説教要旨   本日の箇所で、主イエスはあるファリサイ派の人から食事に招待されていますが、そこに一人の女性が近づき「泣きながらその足を涙でぬらし、自分の髪の毛で拭い、イエスの足に接吻して香油を塗った」のでした。この女性は罪深い女性であるとルカによる福音書は示しておりますが(37)、その時ファリサイ派の人は心の中で、もしイエスが預言者ならば、この女性の正体を見抜くはずだ、そしてその後イエスはどう対応するだろうか、これは見ものだ、と心の中で思っていたのです。

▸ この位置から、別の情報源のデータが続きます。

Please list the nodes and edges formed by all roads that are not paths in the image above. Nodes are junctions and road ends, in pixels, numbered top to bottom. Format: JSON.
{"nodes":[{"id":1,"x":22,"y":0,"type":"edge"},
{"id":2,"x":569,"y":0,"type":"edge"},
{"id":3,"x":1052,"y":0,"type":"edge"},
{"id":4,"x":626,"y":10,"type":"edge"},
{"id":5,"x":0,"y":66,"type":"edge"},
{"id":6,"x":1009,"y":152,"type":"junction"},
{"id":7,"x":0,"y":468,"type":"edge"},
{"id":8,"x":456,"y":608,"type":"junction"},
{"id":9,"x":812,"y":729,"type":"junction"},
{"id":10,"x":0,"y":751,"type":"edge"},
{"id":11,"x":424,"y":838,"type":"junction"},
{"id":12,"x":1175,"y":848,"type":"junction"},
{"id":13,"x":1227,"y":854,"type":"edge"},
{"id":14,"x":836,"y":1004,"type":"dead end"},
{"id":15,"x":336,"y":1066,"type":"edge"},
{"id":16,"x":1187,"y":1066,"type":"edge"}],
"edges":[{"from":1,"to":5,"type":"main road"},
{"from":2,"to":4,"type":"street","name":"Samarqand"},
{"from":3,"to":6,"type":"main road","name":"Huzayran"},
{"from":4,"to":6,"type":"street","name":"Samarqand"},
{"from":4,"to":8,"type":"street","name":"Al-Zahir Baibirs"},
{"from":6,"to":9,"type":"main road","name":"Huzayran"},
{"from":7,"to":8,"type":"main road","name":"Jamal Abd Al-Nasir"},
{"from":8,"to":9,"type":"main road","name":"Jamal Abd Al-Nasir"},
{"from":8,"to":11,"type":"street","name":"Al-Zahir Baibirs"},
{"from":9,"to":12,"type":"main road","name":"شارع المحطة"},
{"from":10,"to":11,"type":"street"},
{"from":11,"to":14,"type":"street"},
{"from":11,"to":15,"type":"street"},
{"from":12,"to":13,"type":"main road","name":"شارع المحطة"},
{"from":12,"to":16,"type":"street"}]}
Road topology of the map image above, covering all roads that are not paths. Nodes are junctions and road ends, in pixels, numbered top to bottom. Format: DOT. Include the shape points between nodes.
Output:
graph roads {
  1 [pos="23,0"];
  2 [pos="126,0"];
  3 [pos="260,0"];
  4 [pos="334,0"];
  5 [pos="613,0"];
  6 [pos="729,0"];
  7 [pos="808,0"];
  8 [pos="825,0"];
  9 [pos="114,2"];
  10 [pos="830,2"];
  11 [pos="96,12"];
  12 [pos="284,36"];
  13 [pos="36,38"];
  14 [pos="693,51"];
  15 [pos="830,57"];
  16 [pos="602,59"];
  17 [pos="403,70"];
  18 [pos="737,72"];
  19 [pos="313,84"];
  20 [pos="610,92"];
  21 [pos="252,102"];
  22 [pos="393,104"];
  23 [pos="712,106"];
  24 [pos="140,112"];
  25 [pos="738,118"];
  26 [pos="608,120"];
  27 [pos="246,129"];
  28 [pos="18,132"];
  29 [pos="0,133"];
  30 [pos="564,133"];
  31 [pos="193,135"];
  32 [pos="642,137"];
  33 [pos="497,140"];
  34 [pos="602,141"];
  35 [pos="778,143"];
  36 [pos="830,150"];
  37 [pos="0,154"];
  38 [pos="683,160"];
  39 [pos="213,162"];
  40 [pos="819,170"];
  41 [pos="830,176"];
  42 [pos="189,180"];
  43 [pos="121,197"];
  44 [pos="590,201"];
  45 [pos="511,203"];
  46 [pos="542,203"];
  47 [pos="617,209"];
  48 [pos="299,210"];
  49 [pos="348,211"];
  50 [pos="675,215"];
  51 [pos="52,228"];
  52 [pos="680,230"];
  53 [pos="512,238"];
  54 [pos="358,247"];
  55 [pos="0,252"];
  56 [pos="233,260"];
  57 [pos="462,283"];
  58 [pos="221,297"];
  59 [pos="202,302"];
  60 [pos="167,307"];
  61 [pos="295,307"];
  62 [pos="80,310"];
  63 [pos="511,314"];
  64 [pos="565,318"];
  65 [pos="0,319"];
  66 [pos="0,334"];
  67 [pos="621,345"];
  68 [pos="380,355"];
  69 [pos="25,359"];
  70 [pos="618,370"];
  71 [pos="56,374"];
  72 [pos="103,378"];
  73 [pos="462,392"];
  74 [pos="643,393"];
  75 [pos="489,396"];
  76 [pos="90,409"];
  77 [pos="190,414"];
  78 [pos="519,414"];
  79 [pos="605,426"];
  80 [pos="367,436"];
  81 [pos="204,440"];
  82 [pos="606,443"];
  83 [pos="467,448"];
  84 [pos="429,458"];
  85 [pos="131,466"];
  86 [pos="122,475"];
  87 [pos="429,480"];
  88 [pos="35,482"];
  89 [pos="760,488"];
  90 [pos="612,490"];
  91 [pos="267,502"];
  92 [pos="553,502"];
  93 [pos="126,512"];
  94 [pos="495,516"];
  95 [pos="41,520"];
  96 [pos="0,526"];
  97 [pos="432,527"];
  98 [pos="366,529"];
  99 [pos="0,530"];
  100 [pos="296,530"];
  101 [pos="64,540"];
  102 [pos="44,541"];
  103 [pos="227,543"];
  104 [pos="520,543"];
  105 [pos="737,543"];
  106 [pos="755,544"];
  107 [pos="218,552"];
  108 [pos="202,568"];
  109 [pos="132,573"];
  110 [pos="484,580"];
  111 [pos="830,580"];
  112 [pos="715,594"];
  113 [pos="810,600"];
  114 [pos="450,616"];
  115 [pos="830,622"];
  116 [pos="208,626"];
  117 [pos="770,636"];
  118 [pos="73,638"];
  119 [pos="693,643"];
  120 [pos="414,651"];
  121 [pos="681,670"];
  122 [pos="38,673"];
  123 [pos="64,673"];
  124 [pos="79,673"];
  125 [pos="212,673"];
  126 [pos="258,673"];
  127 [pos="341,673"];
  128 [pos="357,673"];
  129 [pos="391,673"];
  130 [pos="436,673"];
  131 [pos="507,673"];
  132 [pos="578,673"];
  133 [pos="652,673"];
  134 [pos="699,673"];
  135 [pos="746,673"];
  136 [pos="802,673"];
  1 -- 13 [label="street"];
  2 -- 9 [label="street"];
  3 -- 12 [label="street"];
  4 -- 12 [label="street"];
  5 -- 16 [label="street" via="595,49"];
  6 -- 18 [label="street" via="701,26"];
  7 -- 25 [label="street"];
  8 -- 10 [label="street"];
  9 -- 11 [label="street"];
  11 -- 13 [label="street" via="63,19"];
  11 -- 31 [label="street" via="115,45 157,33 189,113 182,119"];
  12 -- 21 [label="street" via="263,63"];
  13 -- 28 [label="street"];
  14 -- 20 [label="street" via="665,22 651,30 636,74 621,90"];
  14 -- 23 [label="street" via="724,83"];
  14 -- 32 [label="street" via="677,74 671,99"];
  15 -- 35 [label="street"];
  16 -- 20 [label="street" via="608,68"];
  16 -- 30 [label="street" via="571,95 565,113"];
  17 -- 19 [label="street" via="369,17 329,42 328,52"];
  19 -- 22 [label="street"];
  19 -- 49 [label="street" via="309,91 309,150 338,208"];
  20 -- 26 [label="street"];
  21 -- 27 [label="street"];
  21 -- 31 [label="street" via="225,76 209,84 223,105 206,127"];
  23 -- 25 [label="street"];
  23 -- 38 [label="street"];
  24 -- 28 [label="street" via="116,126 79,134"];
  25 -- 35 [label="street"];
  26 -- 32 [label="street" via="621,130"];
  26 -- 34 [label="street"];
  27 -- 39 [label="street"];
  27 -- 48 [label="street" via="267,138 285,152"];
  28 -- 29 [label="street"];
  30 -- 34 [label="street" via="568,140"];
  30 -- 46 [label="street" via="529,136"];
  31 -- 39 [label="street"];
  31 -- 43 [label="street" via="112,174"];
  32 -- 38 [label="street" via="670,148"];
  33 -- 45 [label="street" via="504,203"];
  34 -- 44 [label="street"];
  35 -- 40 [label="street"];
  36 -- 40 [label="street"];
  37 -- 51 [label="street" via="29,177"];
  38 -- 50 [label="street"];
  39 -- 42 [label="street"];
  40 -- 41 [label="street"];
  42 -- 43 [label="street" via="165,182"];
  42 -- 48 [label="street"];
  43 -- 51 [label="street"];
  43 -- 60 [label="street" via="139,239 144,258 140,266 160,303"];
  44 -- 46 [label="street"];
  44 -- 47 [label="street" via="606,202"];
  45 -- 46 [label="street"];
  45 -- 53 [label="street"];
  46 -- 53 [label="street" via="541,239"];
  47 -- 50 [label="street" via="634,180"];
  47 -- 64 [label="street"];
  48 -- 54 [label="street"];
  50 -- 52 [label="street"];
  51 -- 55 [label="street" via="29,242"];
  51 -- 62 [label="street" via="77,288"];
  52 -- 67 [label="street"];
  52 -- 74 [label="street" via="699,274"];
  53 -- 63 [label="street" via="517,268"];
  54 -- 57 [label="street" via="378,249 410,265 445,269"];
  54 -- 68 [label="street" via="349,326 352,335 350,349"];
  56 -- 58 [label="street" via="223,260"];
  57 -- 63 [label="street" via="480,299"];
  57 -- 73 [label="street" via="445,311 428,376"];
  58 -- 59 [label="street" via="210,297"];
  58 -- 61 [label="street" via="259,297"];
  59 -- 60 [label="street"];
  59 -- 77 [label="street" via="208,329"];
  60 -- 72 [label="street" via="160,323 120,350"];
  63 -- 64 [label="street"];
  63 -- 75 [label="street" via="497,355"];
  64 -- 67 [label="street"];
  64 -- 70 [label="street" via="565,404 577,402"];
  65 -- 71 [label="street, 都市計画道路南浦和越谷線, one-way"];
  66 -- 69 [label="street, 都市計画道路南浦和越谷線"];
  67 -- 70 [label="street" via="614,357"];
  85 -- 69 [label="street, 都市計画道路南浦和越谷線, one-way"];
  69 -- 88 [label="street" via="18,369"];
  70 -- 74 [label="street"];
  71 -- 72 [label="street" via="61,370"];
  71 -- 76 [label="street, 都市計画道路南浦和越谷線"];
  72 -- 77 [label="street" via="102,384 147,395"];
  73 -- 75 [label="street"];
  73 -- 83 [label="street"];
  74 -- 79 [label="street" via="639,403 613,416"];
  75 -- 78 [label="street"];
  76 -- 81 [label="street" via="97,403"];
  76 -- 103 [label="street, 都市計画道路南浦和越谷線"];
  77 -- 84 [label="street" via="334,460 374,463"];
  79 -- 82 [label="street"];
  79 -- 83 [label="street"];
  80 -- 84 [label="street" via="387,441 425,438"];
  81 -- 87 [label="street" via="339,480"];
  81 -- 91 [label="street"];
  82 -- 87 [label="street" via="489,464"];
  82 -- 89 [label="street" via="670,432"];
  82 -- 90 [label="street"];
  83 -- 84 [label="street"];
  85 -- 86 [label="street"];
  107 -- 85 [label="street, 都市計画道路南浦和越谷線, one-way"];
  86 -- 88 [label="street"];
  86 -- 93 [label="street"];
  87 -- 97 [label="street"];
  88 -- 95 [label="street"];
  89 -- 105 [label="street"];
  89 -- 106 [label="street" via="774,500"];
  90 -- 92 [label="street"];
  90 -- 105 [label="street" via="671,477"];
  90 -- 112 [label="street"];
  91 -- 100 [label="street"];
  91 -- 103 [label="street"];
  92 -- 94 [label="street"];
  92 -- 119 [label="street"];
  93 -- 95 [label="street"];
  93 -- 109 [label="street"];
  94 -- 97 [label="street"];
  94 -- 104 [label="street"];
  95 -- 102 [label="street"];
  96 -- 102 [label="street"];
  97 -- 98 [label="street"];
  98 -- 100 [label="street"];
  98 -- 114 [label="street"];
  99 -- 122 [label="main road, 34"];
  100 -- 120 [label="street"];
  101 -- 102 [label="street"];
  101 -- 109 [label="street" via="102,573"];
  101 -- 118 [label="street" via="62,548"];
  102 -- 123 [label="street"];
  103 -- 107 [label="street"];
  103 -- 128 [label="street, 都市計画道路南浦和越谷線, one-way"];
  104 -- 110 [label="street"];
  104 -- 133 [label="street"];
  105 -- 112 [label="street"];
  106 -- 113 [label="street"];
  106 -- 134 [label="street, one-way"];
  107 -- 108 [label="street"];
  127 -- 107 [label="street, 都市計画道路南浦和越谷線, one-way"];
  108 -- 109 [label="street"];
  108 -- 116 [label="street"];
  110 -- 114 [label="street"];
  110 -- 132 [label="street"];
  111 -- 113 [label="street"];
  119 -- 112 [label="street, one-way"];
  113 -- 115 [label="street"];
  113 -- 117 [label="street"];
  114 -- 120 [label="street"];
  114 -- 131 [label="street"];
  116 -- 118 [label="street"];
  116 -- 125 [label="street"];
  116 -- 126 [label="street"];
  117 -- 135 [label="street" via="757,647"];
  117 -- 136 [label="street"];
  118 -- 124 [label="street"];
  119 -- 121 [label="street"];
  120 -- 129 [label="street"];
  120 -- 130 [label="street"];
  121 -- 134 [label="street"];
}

それはファリサイ派(分離主義者の名で呼ばれている)とは「きよめ」ということを重んじ、罪、汚れから自らを分離する者であることから、罪深い者のことを忌み嫌い、分け隔てするからです。

 
もちろん主イエスはこの女性のことをよく分かっておいででしたが、むしろこういうことを心の中で思っているファリサイ派のことも見抜いておられました。そこで、41節以降である金貸しから借金をしている二人の人の譬えを話されます。金貸しは二人の借金を帳消しにする。多く借金を赦された方が、より深く金貸しを愛するに違いない、との譬えの解き明かしを共に確認したうえで、ファリサイ派はイエスに足を洗う水もくれなかったが、この女性は心から懇切丁寧にイエスの足を洗ってくれた、と示し、この女性は多くその罪を赦された証に、わたしをこのように愛してくれた、と語りました。女性が主イエスに罪の赦し、罪からの解放を求め、そのしるしとして、行った精一杯の愛の示しを神様は大いに受け入れ、赦し解き放ってくれる。たとえ人間世界が、ファリサイ派がこの女性を赦さないと構えても、主イエスが、神がこの女性の側に立ち、愛の心を教え示すのです。